If commodity prices decline or if actual production or costs vary significantly from our expectations, our future exploration and development activities could be reduced or could require additional financings, which may include sales of equity or debt securities, sales of properties or assets or joint venture arrangements with industry partners. As a result of the current condition of the financial markets, we cannot assure you that such additional financings will be available on acceptable terms, if at all. If we are unable to obtain additional financing, we could be forced to further delay, reduce our participation in or even abandon some of our exploration and development opportunities or be forced to sell some of our assets on an untimely or unfavorable basis.
Disclosure Regarding Forward Looking Statements
This Form 10-Q contains “forward-looking statements” within the meaning of Section 27A of the Securities Act of 1933, as amended (the “Securities Act”), and Section 21E of the Securities Exchange Act of 1934, as amended (the “Exchange Act”).

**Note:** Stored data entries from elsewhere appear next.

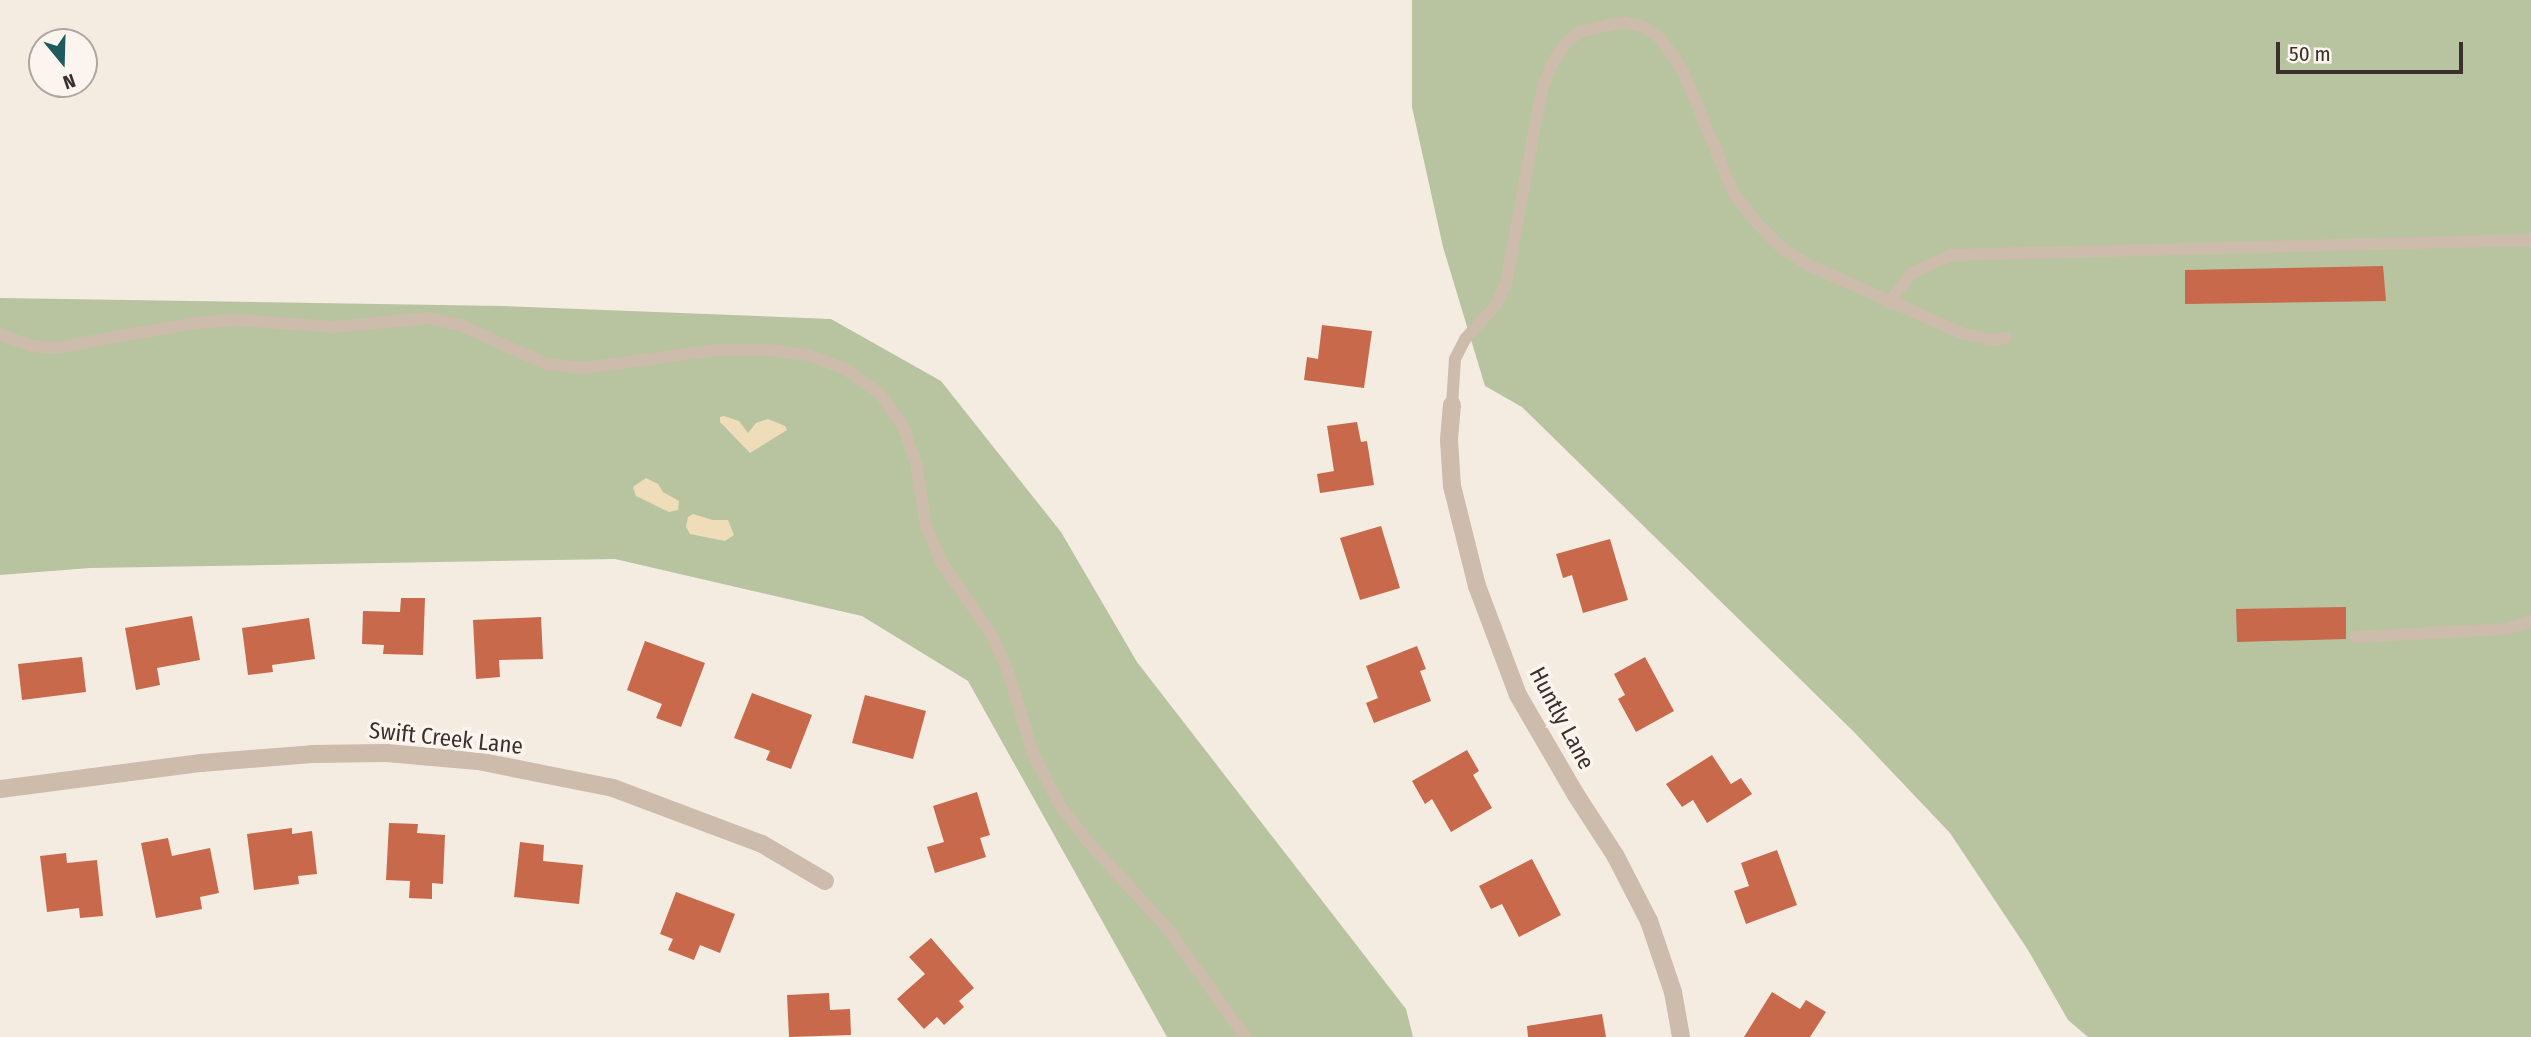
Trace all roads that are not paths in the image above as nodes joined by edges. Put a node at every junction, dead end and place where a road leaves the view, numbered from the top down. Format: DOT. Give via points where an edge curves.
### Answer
graph roads {
  1 [pos="2531,240"];
  2 [pos="1889,303"];
  3 [pos="0,334"];
  4 [pos="2006,338"];
  5 [pos="1452,405"];
  6 [pos="2531,621"];
  7 [pos="2356,637"];
  8 [pos="0,789"];
  9 [pos="825,881"];
  10 [pos="1245,1037"];
  11 [pos="1681,1037"];
  1 -- 2 [label="lane" via="1951,255 1912,273"];
  2 -- 4 [label="lane" via="1964,334"];
  2 -- 5 [label="lane" via="1808,265 1773,239 1734,194 1683,71 1661,40 1633,24 1602,24 1568,41 1544,83 1506,284 1496,305 1465,339 1455,359"];
  3 -- 10 [label="lane" via="32,346 54,348 194,323 238,320 334,327 429,318 460,326 546,364 584,368 715,350 768,350 808,355 845,369 879,393 903,426 916,463 926,526 941,562 991,634 1033,754 1059,804 1168,929"];
  5 -- 11 [label="street, Huntly Lane" via="1452,486 1477,586 1518,695 1615,855 1649,921 1673,992"];
  6 -- 7 [label="lane" via="2506,629"];
  8 -- 9 [label="street, Swift Creek Lane" via="312,754 386,753 478,761 613,788 762,844"];
}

All statements other than statements of historical facts included in and incorporated by reference into this Form 10-Q are forward-looking statements. These forward-looking statements are subject to certain risks, trends and uncertainties that could cause actual results to differ materially from those projected. Among those risks, trends and uncertainties are our ability to find oil and natural gas reserves that are economically recoverable, the volatility of oil and natural gas prices and the significant price decline since June 2008, the uncertain economic conditions in the United States and globally, declines in the values of our properties that have resulted and may in the future result in additional ceiling test write-downs, our ability to replace reserves and sustain production, our estimate of the sufficiency of our existing capital sources, our ability to raise additional capital to fund cash requirements for future operations, in prospect development and property acquisitions or dispositions and in projecting future rates of production or future reserves, the timing of development expenditures and drilling of wells, hurricanes and other natural disasters and the operating hazards attendant to the oil and gas business. In particular, careful consideration should be given to cautionary statements made in the various reports the Company has filed with the Securities and Exchange Commission. The Company undertakes no duty to update or revise these forward-looking statements.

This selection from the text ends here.